A few days ago, I finally caught the film Certified Copy at the local art cinema. Directed and written by Iranian Abbas Kiarostami and starring Juliette Binoche and William Shimell, the movie is an afternoon-long discussion by a man and a woman as they visit a Tuscan town. Their conversation covers a lot of ground and it is never clear whether they are or are not a married couple.
As the story opens, we see that he is an author in town on a Saturday afternoon for a speaking engagement about his new book, in which he argues that copies of masterpieces are as valuable as the originals themselves, in that the copies can bring us to the originals and a greater appreciation of them. She is in the audience but has to leave early, giving her number to the organizer of the event.
The following morning, he shows up at her shop and she drives him to a nearby town to see a famous painting there that was, after hundreds of years being assumed to be an original work, determined eventually to be a copy. It is on that journey that their conversation happens.
I won’t talk about the film as a whole, although it is worth watching. What struck me, so much so that I grabbed a notepad from my bag and scribbled it down, was a phrase uttered by a secondary character.
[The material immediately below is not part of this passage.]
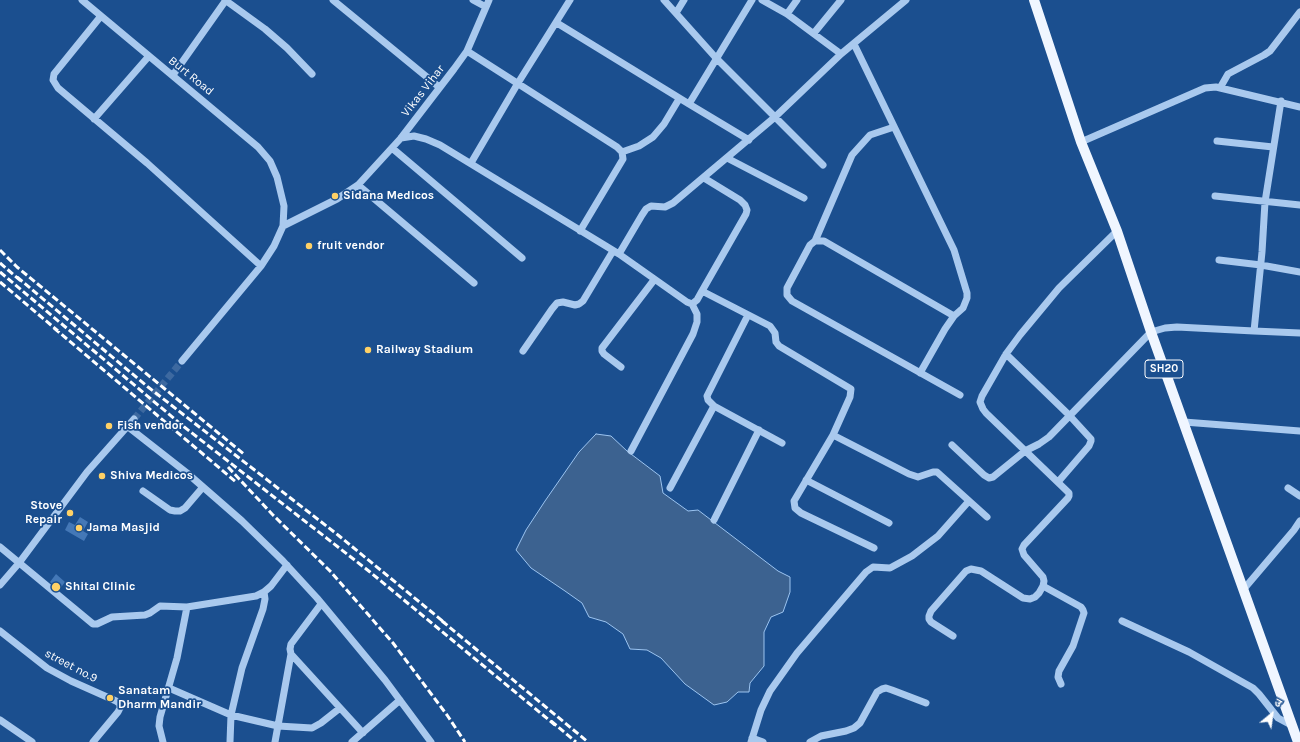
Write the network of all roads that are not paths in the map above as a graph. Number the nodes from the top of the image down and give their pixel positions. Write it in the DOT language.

The man and woman stop for a coffee at a small shop. The man steps outside to take a phone call and the old lady running the shop speaks with the woman. She assumes that the man and woman are married, an assumption the woman does nothing to dispel. In fact, the woman complains about her husband’s long absences for work, propensity to shave only every other day, and his other faults.
The old woman running the shop observes that it is a Sunday morning and the man has taken his wife out for some coffee, whereas most men would instead choose to sleep in. “It would be stupid of us to ruin our lives for an ideal,” she admonishes the woman.
It would be stupid of us to ruin our lives for an ideal.
That line seems a very apt piece of advice, both about relationships (certainly!) as well as our lives in general. It also seems to balance nicely the entry I recently wrote about being the best possible version of ourselves. While perfection cannot be achieved and we should certainly strive to be our best, what is the value of striving if the cost is the ruination of our lives?